Oh, by all that was sacred, let her come back to him.

Wherever you are now, Thea, know that I love you, he said to her in his mind. Come back to me, or I shall not know how to live.

And the house—the house had to be ready. No more stale biscuits. He’d clean the whole blasted place himself. Make it ready for the day she came home.

“I understand now,” Rafe said to Nicholas. “If I had married her, if she returned as the Countess of Luxborough, she would never have known what they truly thought. And Thea—she needs to know.”

“And once she knows?”

“Perhaps, then, she will come back.”

Nicholas absently shoved up the drooping shoulder of his toga. “You know, Rafe, my boy. If you came with me to London, she wouldn’t have as far to come back.”
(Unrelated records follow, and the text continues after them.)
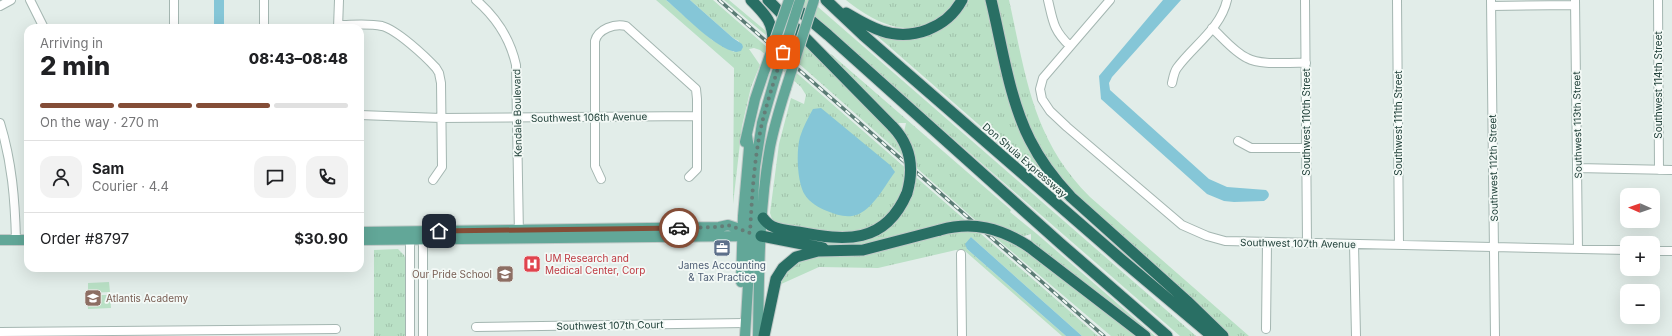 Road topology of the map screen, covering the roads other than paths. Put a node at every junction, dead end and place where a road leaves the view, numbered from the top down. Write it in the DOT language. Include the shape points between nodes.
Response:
graph roads {
  1 [pos="11,0"];
  2 [pos="30,0"];
  3 [pos="174,0"];
  4 [pos="264,0"];
  5 [pos="339,0"];
  6 [pos="476,0"];
  7 [pos="751,0"];
  8 [pos="768,0"];
  9 [pos="788,0"];
  10 [pos="800,0"];
  11 [pos="814,0"];
  12 [pos="826,0"];
  13 [pos="962,0"];
  14 [pos="991,0"];
  15 [pos="1048,0"];
  16 [pos="1110,0"];
  17 [pos="1227,0"];
  18 [pos="1305,0"];
  19 [pos="1397,0"];
  20 [pos="1658,0"];
  21 [pos="1575,2"];
  22 [pos="1491,3"];
  23 [pos="0,6"];
  24 [pos="42,24"];
  25 [pos="174,24"];
  26 [pos="264,24"];
  27 [pos="338,24"];
  28 [pos="364,26"];
  29 [pos="1212,28"];
  30 [pos="772,45"];
  31 [pos="1070,46"];
  32 [pos="1306,63"];
  33 [pos="1172,83"];
  34 [pos="364,116"];
  35 [pos="697,116"];
  36 [pos="595,117"];
  37 [pos="441,118"];
  38 [pos="518,118"];
  39 [pos="0,123"];
  40 [pos="747,136"];
  41 [pos="1238,141"];
  42 [pos="1307,148"];
  43 [pos="1577,168"];
  44 [pos="1659,170"];
  45 [pos="1672,170"];
  46 [pos="689,177"];
  47 [pos="601,179"];
  48 [pos="433,180"];
  49 [pos="763,218"];
  50 [pos="728,225"];
  51 [pos="364,232"];
  52 [pos="746,234"];
  53 [pos="519,235"];
  54 [pos="410,236"];
  55 [pos="423,236"];
  56 [pos="761,236"];
  57 [pos="0,240"];
  58 [pos="16,240"];
  59 [pos="24,240"];
  60 [pos="364,240"];
  61 [pos="1267,243"];
  62 [pos="1307,243"];
  63 [pos="1354,244"];
  64 [pos="1399,245"];
  65 [pos="1494,247"];
  66 [pos="1578,249"];
  67 [pos="830,250"];
  68 [pos="1620,250"];
  69 [pos="1660,251"];
  70 [pos="1672,251"];
  71 [pos="961,254"];
  72 [pos="745,323"];
  73 [pos="476,327"];
  74 [pos="336,329"];
  75 [pos="1266,329"];
  76 [pos="0,332"];
  77 [pos="146,333"];
  78 [pos="60,334"];
  79 [pos="410,336"];
  80 [pos="423,336"];
  81 [pos="745,336"];
  82 [pos="758,336"];
  83 [pos="764,336"];
  84 [pos="962,336"];
  85 [pos="1145,336"];
  86 [pos="1167,336"];
  87 [pos="1212,336"];
  88 [pos="1223,336"];
  89 [pos="1356,336"];
  90 [pos="1495,336"];
  1 -- 23 [label="street"];
  2 -- 24 [label="street"];
  3 -- 25 [label="street"];
  4 -- 26 [label="street"];
  5 -- 27 [label="street"];
  6 -- 38 [label="street, Kendale Boulevard" via="494,17 514,53"];
  7 -- 30 [label="highway" via="770,22 773,32"];
  8 -- 49 [label="highway, bridge" via="902,138 910,158 910,177 907,193 896,213 874,232 856,237 831,238 774,228"];
  9 -- 30 [label="main road, bridge"];
  9 -- 86 [label="highway"];
  10 -- 52 [label="main road, bridge" via="762,123"];
  11 -- 49 [label="main road, bridge" via="770,146"];
  12 -- 13 [label="highway" via="873,28 905,35 936,26 954,12"];
  12 -- 87 [label="highway, Don Shula Expressway" via="863,35"];
  14 -- 88 [label="highway" via="1018,112 1030,141 1044,164 1071,197"];
  15 -- 31 [label="street" via="1056,30"];
  16 -- 31 [label="street"];
  17 -- 29 [label="street"];
  18 -- 32 [label="street, Southwest 110th Street"];
  19 -- 64 [label="street, Southwest 111th Street"];
  20 -- 44 [label="street, Southwest 114th Street"];
  21 -- 22 [label="street"];
  21 -- 43 [label="street, Southwest 113th Street"];
  22 -- 65 [label="street, Southwest 112th Street"];
  28 -- 37 [label="street" via="391,29 432,63 439,73 441,83"];
  29 -- 32 [label="street" via="1251,60"];
  29 -- 33 [label="street" via="1176,70"];
  30 -- 40 [label="main road, bridge" via="755,99"];
  31 -- 61 [label="street, Southwest 107th Avenue" via="1043,78 1040,94 1050,111 1182,225 1221,241"];
  32 -- 42 [label="street, Southwest 110th Street"];
  34 -- 37 [label="street, Southwest 106th Avenue"];
  35 -- 36 [label="street, Southwest 106th Avenue"];
  35 -- 36 [label="street" via="696,91 693,86 626,26 614,25 601,32 595,39"];
  35 -- 46 [label="street" via="697,169"];
  36 -- 38 [label="street, Southwest 106th Avenue"];
  36 -- 47 [label="street" via="595,166"];
  37 -- 38 [label="street, Southwest 106th Avenue"];
  37 -- 48 [label="street" via="442,167"];
  38 -- 53 [label="street, Kendale Boulevard"];
  39 -- 58 [label="street" via="12,175"];
  40 -- 50 [label="main road" via="742,152 737,216"];
  40 -- 52 [label="main road" via="749,148"];
  41 -- 42 [label="street" via="1251,148"];
  42 -- 62 [label="street, Southwest 110th Street"];
  43 -- 44 [label="street"];
  43 -- 66 [label="street, Southwest 113th Street"];
  44 -- 45 [label="street"];
  49 -- 56 [label="main road"];
  50 -- 52 [label="main road"];
  50 -- 53 [label="main road"];
  51 -- 54 [label="main road"];
  52 -- 53 [label="main road"];
  52 -- 56 [label="main road"];
  52 -- 72 [label="main road"];
  53 -- 55 [label="main road"];
  54 -- 55 [label="main road"];
  54 -- 60 [label="main road"];
  54 -- 79 [label="street"];
  55 -- 80 [label="street"];
  56 -- 67 [label="highway"];
  56 -- 82 [label="main road"];
  57 -- 58 [label="main road"];
  58 -- 59 [label="main road"];
  61 -- 62 [label="street, Southwest 107th Avenue"];
  61 -- 75 [label="street"];
  62 -- 63 [label="street, Southwest 107th Avenue"];
  63 -- 64 [label="street, Southwest 107th Avenue"];
  63 -- 89 [label="street"];
  64 -- 65 [label="street, Southwest 107th Avenue"];
  65 -- 66 [label="street, Southwest 107th Avenue"];
  65 -- 90 [label="street, Southwest 112th Street"];
  66 -- 68 [label="street, Southwest 107th Avenue"];
  67 -- 83 [label="highway" via="798,256 780,271 774,284"];
  67 -- 85 [label="highway, bridge" via="863,250 960,226 986,227 1009,234 1028,246"];
  69 -- 70 [label="street"];
  71 -- 84 [label="street"];
  72 -- 73 [label="street, Southwest 107th Court"];
  72 -- 81 [label="main road"];
  74 -- 77 [label="street"];
  76 -- 78 [label="street"];
  77 -- 78 [label="street"];
}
“I’m not going to any blasted costume party.”

“Of course you’re not,” the bishop said.

Back at her lodgings, Thea and Gilbert found her trunk sitting on the front step and the landlady blocking her entrance, arms folded, jaw set.

“This is a respectable house,” the landlady said. “I don’t take women like you.”
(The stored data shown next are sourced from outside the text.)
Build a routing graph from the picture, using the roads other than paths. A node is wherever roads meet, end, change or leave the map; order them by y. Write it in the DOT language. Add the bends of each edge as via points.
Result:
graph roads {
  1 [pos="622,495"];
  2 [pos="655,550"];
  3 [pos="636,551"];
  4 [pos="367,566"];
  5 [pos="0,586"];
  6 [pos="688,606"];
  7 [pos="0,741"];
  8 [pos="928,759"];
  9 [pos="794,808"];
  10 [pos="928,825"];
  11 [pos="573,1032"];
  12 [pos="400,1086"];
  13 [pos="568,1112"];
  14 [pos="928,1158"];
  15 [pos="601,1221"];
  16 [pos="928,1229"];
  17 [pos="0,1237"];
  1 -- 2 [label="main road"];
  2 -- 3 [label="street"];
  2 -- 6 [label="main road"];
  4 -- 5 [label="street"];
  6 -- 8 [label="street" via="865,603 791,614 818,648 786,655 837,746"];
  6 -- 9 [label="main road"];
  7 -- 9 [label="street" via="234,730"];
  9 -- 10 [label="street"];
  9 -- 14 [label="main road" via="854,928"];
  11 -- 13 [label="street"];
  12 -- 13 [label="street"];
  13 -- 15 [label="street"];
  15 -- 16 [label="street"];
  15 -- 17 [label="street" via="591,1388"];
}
Thea looked down at her trunk, back at the woman’s beady eyes. “What kind of woman do you imagine I am?”

“Exactly the kind your two gentleman callers told me you were.”

“You’re mistaken,” Thea protested. “And I paid for the rest of the month.”

“Least you should do. Now be gone.”

And yet another door slammed in her face.

The crowd streamed past them. Across the street, an anomaly caught Thea’s eye. Two finely dressed gentlemen stood as confidently as if that spot of London belonged to them. Some passersby took care not to jostle them, but several hopeful vendors swarmed around them, like flies on horse dung.

Yes, indeed. These two gentlemen were horse dung in human form.

Percy Russell and Francis Upton.

Her gentlemen callers, she presumed, whose lies had once more lost her a home.

They saw that she had noticed them. In unison, they doffed their hats and offered deep, mocking bows, their faces tilted up so she would not miss their malicious grins. They had everything, yet everything wasn’t enough, not until they were sure others had nothing.

Gilbert was hovering. “It’s getting late, miss. We must find you rooms.”

“It was hard enough the first time, for a woman on her own,” she said. “Maybe I can find an inn outside London.”

“I know somewhere. I’ll let them know you’re coming.”

“You don’t have to.”

“Miss Larke would have my head if I didn’t make sure you were all right. Not to mention his lordship.”

His lordship, who had let her go. If only she had stayed with him. But that had not been real either.

Gilbert lifted one handle of the large trunk. “My cousin owns a coffeehouse near here. You can wait there while I confirm this place for you. I’ll bring a hack.”

Numbly, because she had no better ideas, Thea lifted the other handle and together they walked to Pimm’s Fine Coffee House. The place hummed with energy, from the men perched on wooden benches, each with a cup or pipe in one hand, and a page in the other. Some read quietly, others muttered in urgent conversations, and a few were in loud argument, ignored by the rest.

When Thea and Gilbert arrived, everyone paused mid-sentence and looked at them, but all decided at a glance they had no information to offer and went back to what they were doing. As Gilbert located Mrs. Pimm, Thea studied the room.

It was in coffeehouses such as this one where young Thea had loitered, dressed as a boy, running errands for a coin. She had practiced her reading on newspapers and memorized the conversations she overheard, to repeat for Pa. How she had basked when Pa’s eyes lit up and he said, “Excellent. I can use that information, oh yes, indeed I can.” What a team the Knight family had been.

As Thea inhaled the aroma of coffee to chase away the stink of smoke, a peculiar lightness came over her. Again, she recalled that time when her family had watched the hot air balloon, and her childish fear at knowing the balloon would no longer be anchored to the earth. All her life she had done whatever she could to stay anchored, but now her parents had definitively cut the ropes.

And Thea did not feel fear. She felt…freedom. During those three years of her exile, she could have done anything, gone anywhere. But she had not. She had stayed, stuck, her mind closed to the future, seeing only the past, trying to find her way back.